Compressed Computation under $L^4$ Loss is likely Computation in Superposition
2026-07-06 • Machine Learning
Machine Learning
AI summaryⓘ
The authors study how a small neural network can compute more functions than it has neurons by using a trick called computation in superposition. They trained a neural network with fewer neurons than input features and found that using a special error measure (L4 loss) helps it learn to represent and compute all features at once. They analyzed how the network does this and discovered it assigns each input a unique binary code that can be decoded to recover the outputs. The authors also showed that a small set of numbers can describe this coding scheme, and they confirmed their findings by building similar networks by hand.

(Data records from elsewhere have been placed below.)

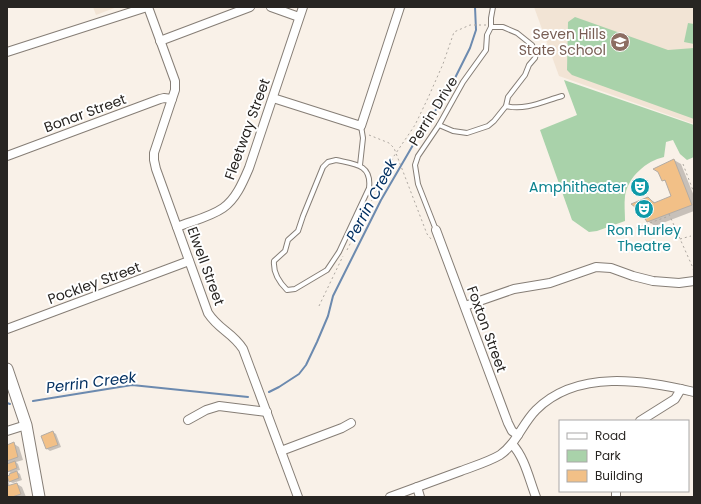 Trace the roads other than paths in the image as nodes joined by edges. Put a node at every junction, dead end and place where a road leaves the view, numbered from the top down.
1 (147, 7) edge
2 (250, 7) edge
3 (271, 7) edge
4 (303, 7) edge
5 (400, 7) edge
6 (493, 7) edge
7 (300, 17) junction
8 (491, 27) junction
9 (160, 41) junction
10 (7, 52) edge
11 (562, 96) dead end
12 (273, 98) junction
13 (172, 99) junction
14 (506, 106) junction
15 (439, 125) junction
16 (361, 130) junction
17 (7, 156) edge
18 (360, 165) junction
19 (177, 227) junction
20 (436, 230) joint
21 (189, 261) junction
22 (694, 281) edge
23 (465, 306) junction
24 (7, 329) edge
25 (7, 369) edge
26 (681, 389) junction
27 (694, 392) edge
28 (267, 412) junction
29 (188, 420) dead end
30 (642, 420) edge
31 (351, 423) dead end
32 (26, 425) junction
33 (7, 432) edge
34 (518, 435) junction
35 (512, 444) junction
36 (281, 451) junction
37 (417, 487) junction
38 (39, 497) edge
39 (298, 497) edge
40 (390, 497) edge
41 (420, 497) edge
42 (536, 497) edge

1 - 9 street, Elwell Street
1 - 10 street
2 - 9 street
3 - 7 street
4 - 7 street, Fleetway Street
5 - 16 street
6 - 8 lane, Perrin Drive
7 - 12 street, Fleetway Street
8 - 14 lane
8 - 15 lane, Perrin Drive
9 - 13 street, Elwell Street
11 - 14 lane
12 - 16 street
12 - 19 street, Fleetway Street
13 - 17 street, Bonar Street
13 - 19 street, Elwell Street
14 - 15 lane
15 - 20 lane, Perrin Drive
16 - 18 lane
18 - 18 lane
19 - 21 street, Elwell Street
20 - 23 street, Foxton Street
21 - 24 street, Pockley Street
21 - 28 street, Elwell Street
22 - 23 street
23 - 34 street, Foxton Street
25 - 32 main road
26 - 27 street
26 - 30 street
26 - 34 street
28 - 29 street
28 - 36 street, Elwell Street
31 - 36 street
32 - 33 street
32 - 38 main road
34 - 35 street
35 - 37 street
35 - 42 street
36 - 39 street, Elwell Street
37 - 40 street
37 - 41 street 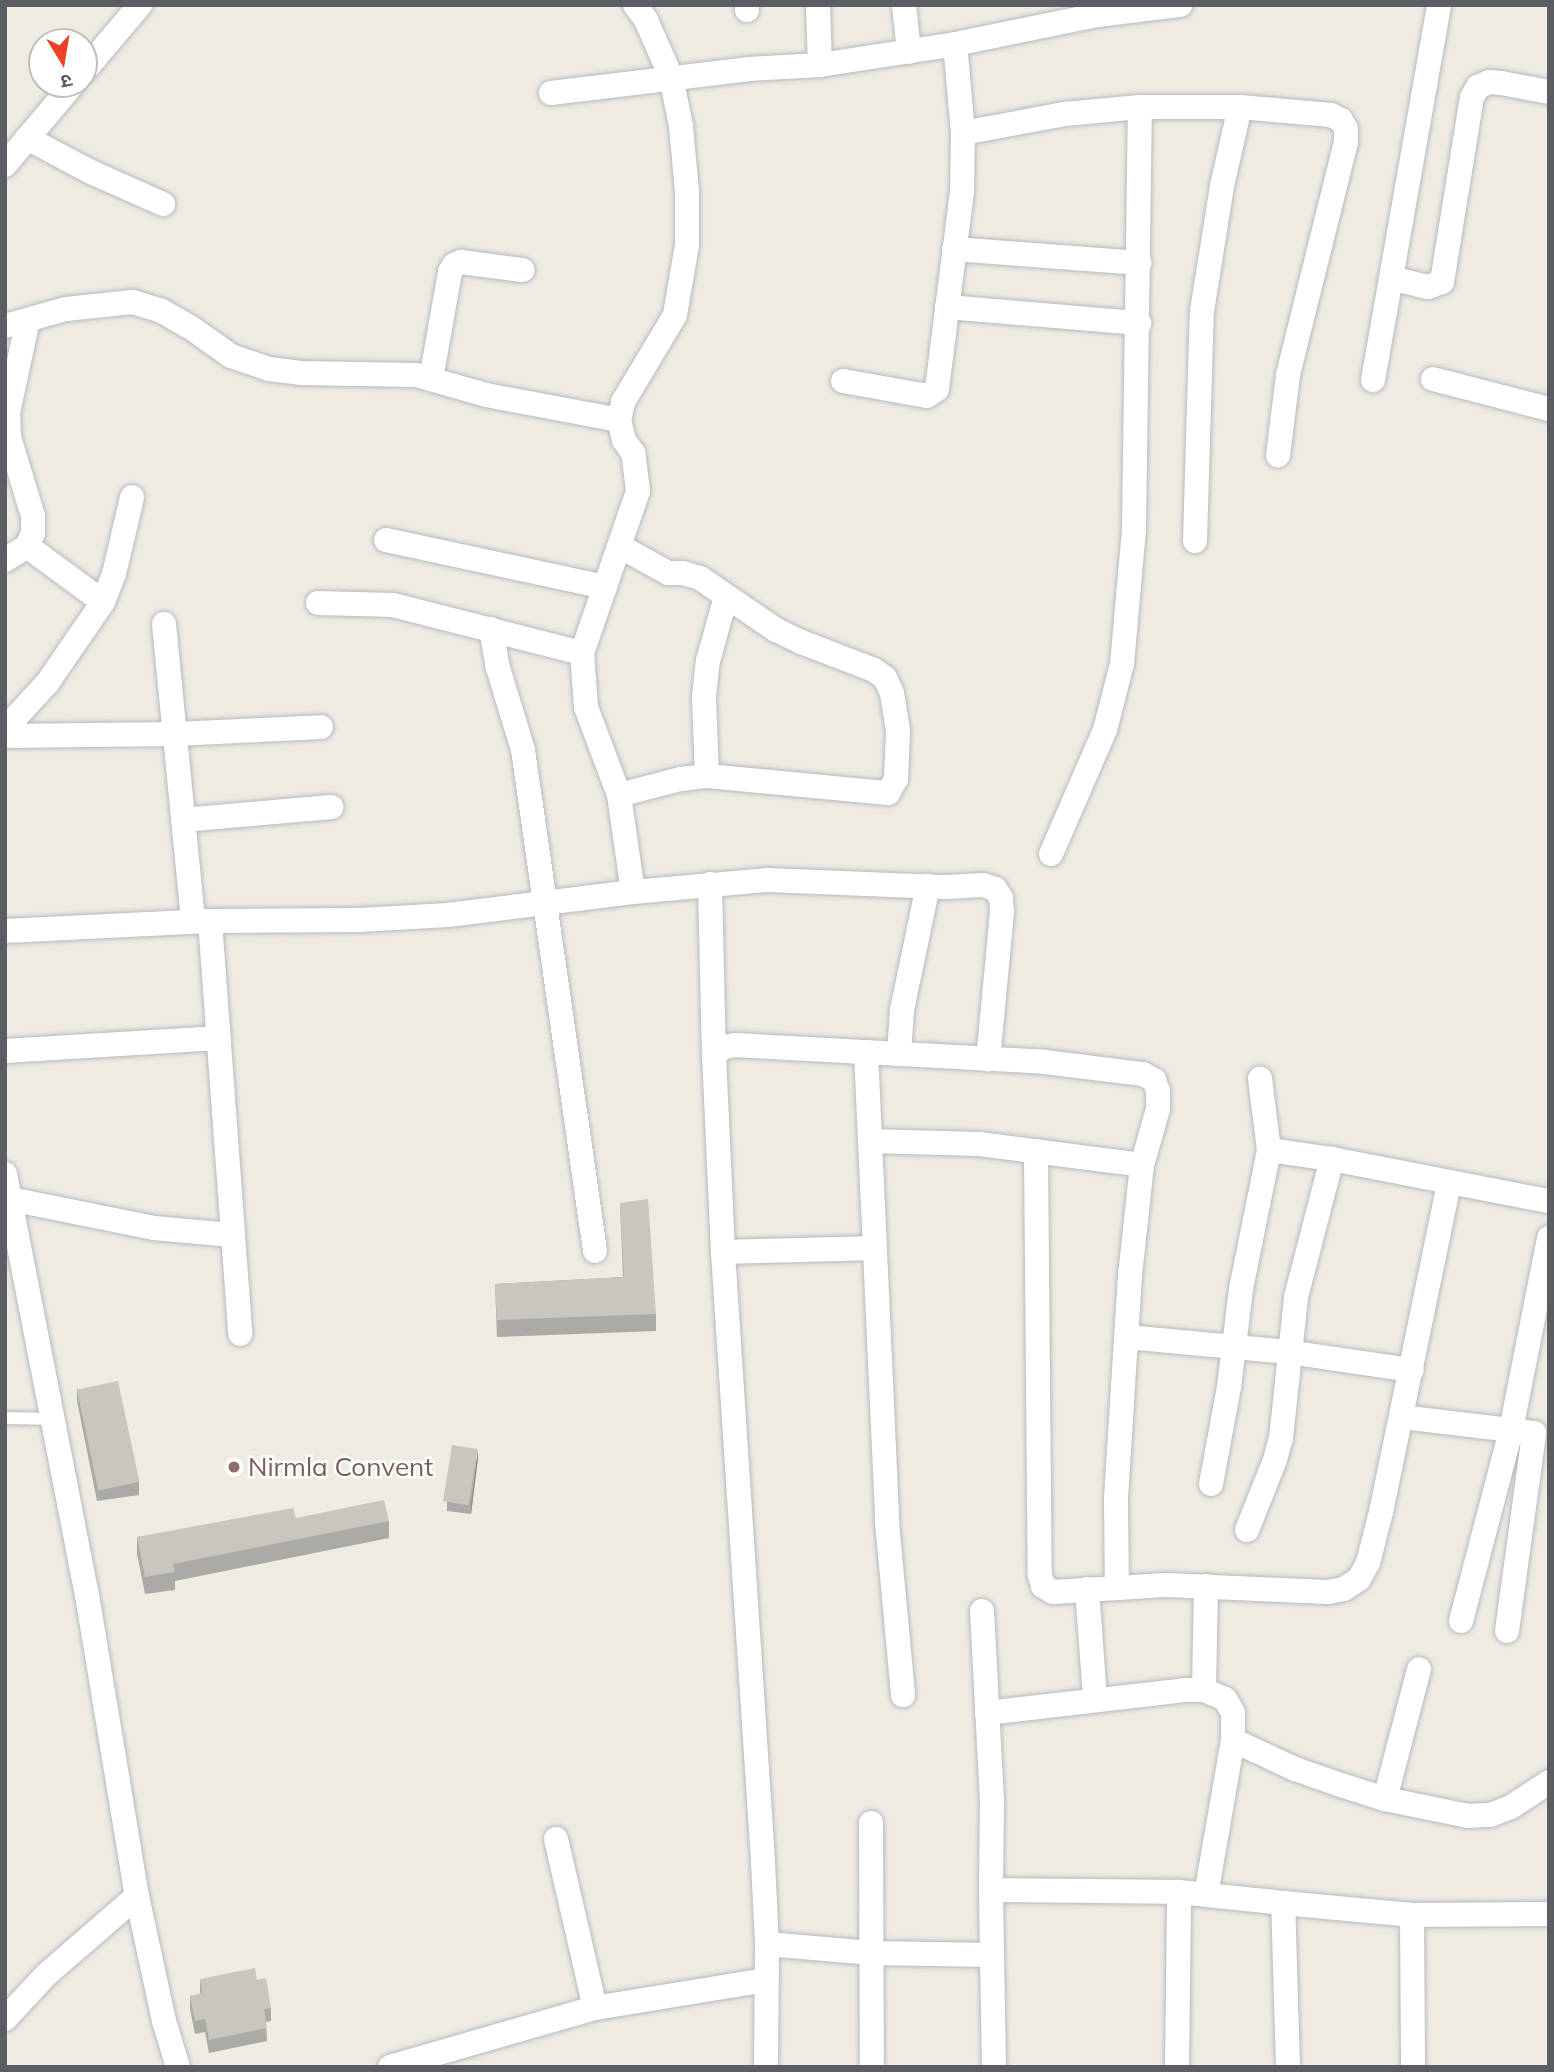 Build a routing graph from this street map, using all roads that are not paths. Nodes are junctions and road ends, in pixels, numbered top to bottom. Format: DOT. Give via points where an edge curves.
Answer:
graph roads {
  1 [pos="140,5"];
  2 [pos="635,5"];
  3 [pos="818,5"];
  4 [pos="904,5"];
  5 [pos="1180,5"];
  6 [pos="1439,5"];
  7 [pos="1097,10"];
  8 [pos="955,44"];
  9 [pos="909,52"];
  10 [pos="98,54"];
  11 [pos="820,65"];
  12 [pos="671,77"];
  13 [pos="1549,92"];
  14 [pos="551,93"];
  15 [pos="61,98"];
  16 [pos="1140,107"];
  17 [pos="1240,107"];
  18 [pos="963,133"];
  19 [pos="27,138"];
  20 [pos="5,166"];
  21 [pos="163,204"];
  22 [pos="954,249"];
  23 [pos="1139,263"];
  24 [pos="522,270"];
  25 [pos="1391,278"];
  26 [pos="947,307"];
  27 [pos="17,323"];
  28 [pos="1139,323"];
  29 [pos="431,379"];
  30 [pos="1433,379"];
  31 [pos="1373,380"];
  32 [pos="842,381"];
  33 [pos="1549,408"];
  34 [pos="619,420"];
  35 [pos="1278,455"];
  36 [pos="132,497"];
  37 [pos="386,540"];
  38 [pos="1195,541"];
  39 [pos="27,546"];
  40 [pos="621,547"];
  41 [pos="5,560"];
  42 [pos="605,587"];
  43 [pos="726,596"];
  44 [pos="103,602"];
  45 [pos="318,603"];
  46 [pos="164,624"];
  47 [pos="491,629"];
  48 [pos="582,653"];
  49 [pos="321,727"];
  50 [pos="5,729"];
  51 [pos="176,734"];
  52 [pos="5,736"];
  53 [pos="707,776"];
  54 [pos="619,795"];
  55 [pos="331,807"];
  56 [pos="183,820"];
  57 [pos="1051,854"];
  58 [pos="710,884"];
  59 [pos="928,886"];
  60 [pos="633,892"];
  61 [pos="545,905"];
  62 [pos="201,921"];
  63 [pos="5,931"];
  64 [pos="219,1038"];
  65 [pos="5,1051"];
  66 [pos="866,1052"];
  67 [pos="899,1054"];
  68 [pos="714,1057"];
  69 [pos="988,1059"];
  70 [pos="1260,1079"];
  71 [pos="870,1141"];
  72 [pos="1269,1150"];
  73 [pos="1036,1151"];
  74 [pos="1332,1159"];
  75 [pos="1142,1165"];
  76 [pos="5,1174"];
  77 [pos="1449,1183"];
  78 [pos="10,1199"];
  79 [pos="1549,1201"];
  80 [pos="232,1235"];
  81 [pos="1549,1238"];
  82 [pos="876,1248"];
  83 [pos="596,1251"];
  84 [pos="723,1252"];
  85 [pos="240,1334"];
  86 [pos="1127,1337"];
  87 [pos="1233,1346"];
  88 [pos="1288,1352"];
  89 [pos="1412,1370"];
  90 [pos="1402,1417"];
  91 [pos="5,1418"];
  92 [pos="53,1419"];
  93 [pos="1531,1433"];
  94 [pos="1211,1484"];
  95 [pos="1247,1530"];
  96 [pos="1206,1586"];
  97 [pos="1117,1588"];
  98 [pos="1087,1589"];
  99 [pos="982,1611"];
  100 [pos="1461,1621"];
  101 [pos="1507,1631"];
  102 [pos="1419,1669"];
  103 [pos="1204,1690"];
  104 [pos="903,1695"];
  105 [pos="1095,1699"];
  106 [pos="987,1713"];
  107 [pos="1233,1740"];
  108 [pos="1549,1782"];
  109 [pos="1385,1799"];
  110 [pos="871,1823"];
  111 [pos="556,1839"];
  112 [pos="991,1890"];
  113 [pos="1179,1892"];
  114 [pos="1206,1894"];
  115 [pos="137,1896"];
  116 [pos="1283,1903"];
  117 [pos="1549,1914"];
  118 [pos="1412,1915"];
  119 [pos="767,1944"];
  120 [pos="872,1953"];
  121 [pos="992,1955"];
  122 [pos="766,1980"];
  123 [pos="596,2008"];
  124 [pos="5,2019"];
  125 [pos="178,2067"];
  126 [pos="390,2067"];
  127 [pos="766,2067"];
  128 [pos="872,2067"];
  129 [pos="994,2067"];
  130 [pos="1177,2067"];
  131 [pos="1288,2067"];
  132 [pos="1413,2067"];
  1 -- 10 [label="street"];
  2 -- 12 [label="street"];
  3 -- 11 [label="street"];
  4 -- 9 [label="street"];
  5 -- 7 [label="street"];
  6 -- 25 [label="street"];
  7 -- 8 [label="street"];
  8 -- 9 [label="street"];
  8 -- 18 [label="street"];
  9 -- 11 [label="street"];
  11 -- 12 [label="street"];
  12 -- 14 [label="street"];
  12 -- 34 [label="street" via="687,192 681,292 671,324 622,402"];
  13 -- 25 [label="street" via="1489,82 1478,87 1472,97 1442,282 1428,287"];
  15 -- 19 [label="street"];
  16 -- 17 [label="street"];
  16 -- 18 [label="street" via="1065,114"];
  16 -- 23 [label="street"];
  17 -- 35 [label="street" via="1331,115 1346,129 1288,375"];
  17 -- 38 [label="street" via="1202,311"];
  18 -- 22 [label="street"];
  19 -- 20 [label="street"];
  19 -- 21 [label="street"];
  22 -- 23 [label="street"];
  22 -- 26 [label="street"];
  23 -- 28 [label="street"];
  24 -- 29 [label="street" via="461,262 454,265"];
  25 -- 31 [label="street"];
  26 -- 28 [label="street"];
  26 -- 32 [label="street" via="934,394"];
  27 -- 29 [label="street" via="66,309 133,302 180,321 231,356 269,369"];
  27 -- 39 [label="street" via="9,437 33,516"];
  28 -- 57 [label="street" via="1135,529 1122,664 1105,730"];
  29 -- 34 [label="street" via="486,395"];
  30 -- 33 [label="street"];
  34 -- 40 [label="street" via="633,453 638,483"];
  36 -- 44 [label="street"];
  37 -- 42 [label="street"];
  39 -- 41 [label="street"];
  39 -- 44 [label="street"];
  40 -- 42 [label="street"];
  40 -- 43 [label="street" via="668,573 700,578"];
  42 -- 48 [label="street"];
  43 -- 53 [label="street" via="708,661 704,697"];
  43 -- 53 [label="street" via="776,630 885,678 897,710 896,779 888,793 878,794"];
  44 -- 50 [label="street" via="48,682"];
  45 -- 47 [label="street" via="393,605"];
  46 -- 51 [label="street"];
  47 -- 48 [label="street"];
  47 -- 61 [label="street" via="523,750"];
  48 -- 54 [label="street" via="586,707"];
  49 -- 51 [label="street"];
  51 -- 52 [label="street"];
  51 -- 56 [label="street"];
  53 -- 54 [label="street"];
  54 -- 60 [label="street"];
  55 -- 56 [label="street"];
  56 -- 62 [label="street"];
  58 -- 59 [label="street" via="779,880"];
  58 -- 60 [label="street"];
  58 -- 68 [label="street"];
  59 -- 67 [label="street" via="902,1010"];
  59 -- 69 [label="street" via="983,885 995,889 1001,898"];
  60 -- 61 [label="street"];
  61 -- 62 [label="street" via="359,920"];
  61 -- 83 [label="street"];
  62 -- 63 [label="street"];
  62 -- 64 [label="street"];
  64 -- 65 [label="street"];
  64 -- 80 [label="street"];
  66 -- 67 [label="street"];
  66 -- 68 [label="street" via="734,1045 721,1048"];
  66 -- 71 [label="street"];
  67 -- 69 [label="street"];
  68 -- 84 [label="street"];
  69 -- 75 [label="street" via="1143,1074 1154,1080 1158,1109"];
  70 -- 72 [label="street"];
  71 -- 73 [label="street" via="979,1144"];
  71 -- 82 [label="street"];
  72 -- 74 [label="street"];
  72 -- 87 [label="street"];
  73 -- 75 [label="street"];
  73 -- 98 [label="street" via="1040,1575 1043,1586 1053,1591"];
  74 -- 77 [label="street"];
  74 -- 88 [label="street" via="1306,1254"];
  75 -- 86 [label="street"];
  76 -- 78 [label="street"];
  77 -- 79 [label="street"];
  77 -- 89 [label="street"];
  78 -- 80 [label="street" via="154,1228"];
  78 -- 92 [label="street"];
  80 -- 85 [label="street"];
  81 -- 93 [label="street"];
  82 -- 84 [label="street"];
  82 -- 104 [label="street" via="887,1521"];
  84 -- 119 [label="street"];
  86 -- 87 [label="street"];
  86 -- 97 [label="street" via="1115,1499"];
  87 -- 88 [label="street"];
  87 -- 94 [label="street"];
  88 -- 89 [label="street"];
  88 -- 95 [label="street" via="1281,1438"];
  89 -- 90 [label="street"];
  90 -- 93 [label="street"];
  90 -- 96 [label="street" via="1368,1563 1359,1579 1328,1592"];
  91 -- 92 [label="lane"];
  92 -- 115 [label="street"];
  93 -- 100 [label="street"];
  93 -- 101 [label="street"];
  96 -- 97 [label="street"];
  96 -- 103 [label="street"];
  97 -- 98 [label="street"];
  98 -- 105 [label="street"];
  99 -- 106 [label="street"];
  102 -- 109 [label="street"];
  103 -- 105 [label="street"];
  103 -- 107 [label="street" via="1225,1699 1233,1713"];
  105 -- 106 [label="street"];
  106 -- 112 [label="street"];
  107 -- 109 [label="street" via="1295,1769"];
  107 -- 114 [label="street"];
  108 -- 109 [label="street" via="1490,1815 1468,1816"];
  110 -- 120 [label="street"];
  111 -- 123 [label="street"];
  112 -- 113 [label="street"];
  112 -- 121 [label="street"];
  113 -- 114 [label="street"];
  113 -- 130 [label="street"];
  114 -- 116 [label="street"];
  115 -- 124 [label="street" via="47,1974"];
  115 -- 125 [label="street"];
  116 -- 118 [label="street"];
  116 -- 131 [label="street"];
  117 -- 118 [label="street"];
  118 -- 132 [label="street"];
  119 -- 120 [label="street"];
  119 -- 122 [label="street"];
  120 -- 121 [label="street"];
  120 -- 128 [label="street"];
  121 -- 129 [label="street"];
  122 -- 123 [label="street"];
  122 -- 127 [label="street"];
  123 -- 126 [label="street"];
}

neural networkssuperpositionReLU activationsparse inputsL4 lossbinary codewordpseudoinversecompressed computationsingle-hidden-layerfunction approximation
Authors
Francisco Ferreira da Silva, Stefan Heimersheim
Abstract
Neural networks are thought to represent concepts as directions in their activation space, and superposition lets them encode more concepts than they have dimensions. It is natural to ask whether they can also compute more functions than they have neurons, i.e., perform computation in superposition. In this regime many functions of sparse inputs are evaluated by a layer with fewer neurons than there are functions to compute. Representation in superposition is by now fairly well understood, but computation in superposition is not, and there are few toy models of it arising through training rather than being hand designed. As a toy model of computation in superposition we study the compressed-computation setup: a single-hidden-layer ReLU network with 50 neurons that must compute the ReLU of each of 100 sparse input features. We show that training it under an $L^4$ loss (the mean fourth power of the error), rather than the usual $L^2$, elicits a solution that appears to compute all features in superposition. We then reverse-engineer this solution. We find that the network assigns each feature a sparse binary codeword over neurons and decodes it with a pseudoinverse of the encoder. Given these codewords, a description with only three scalars recovers most of the network's performance, and we validate it by building equivalent networks from hand-designed codes.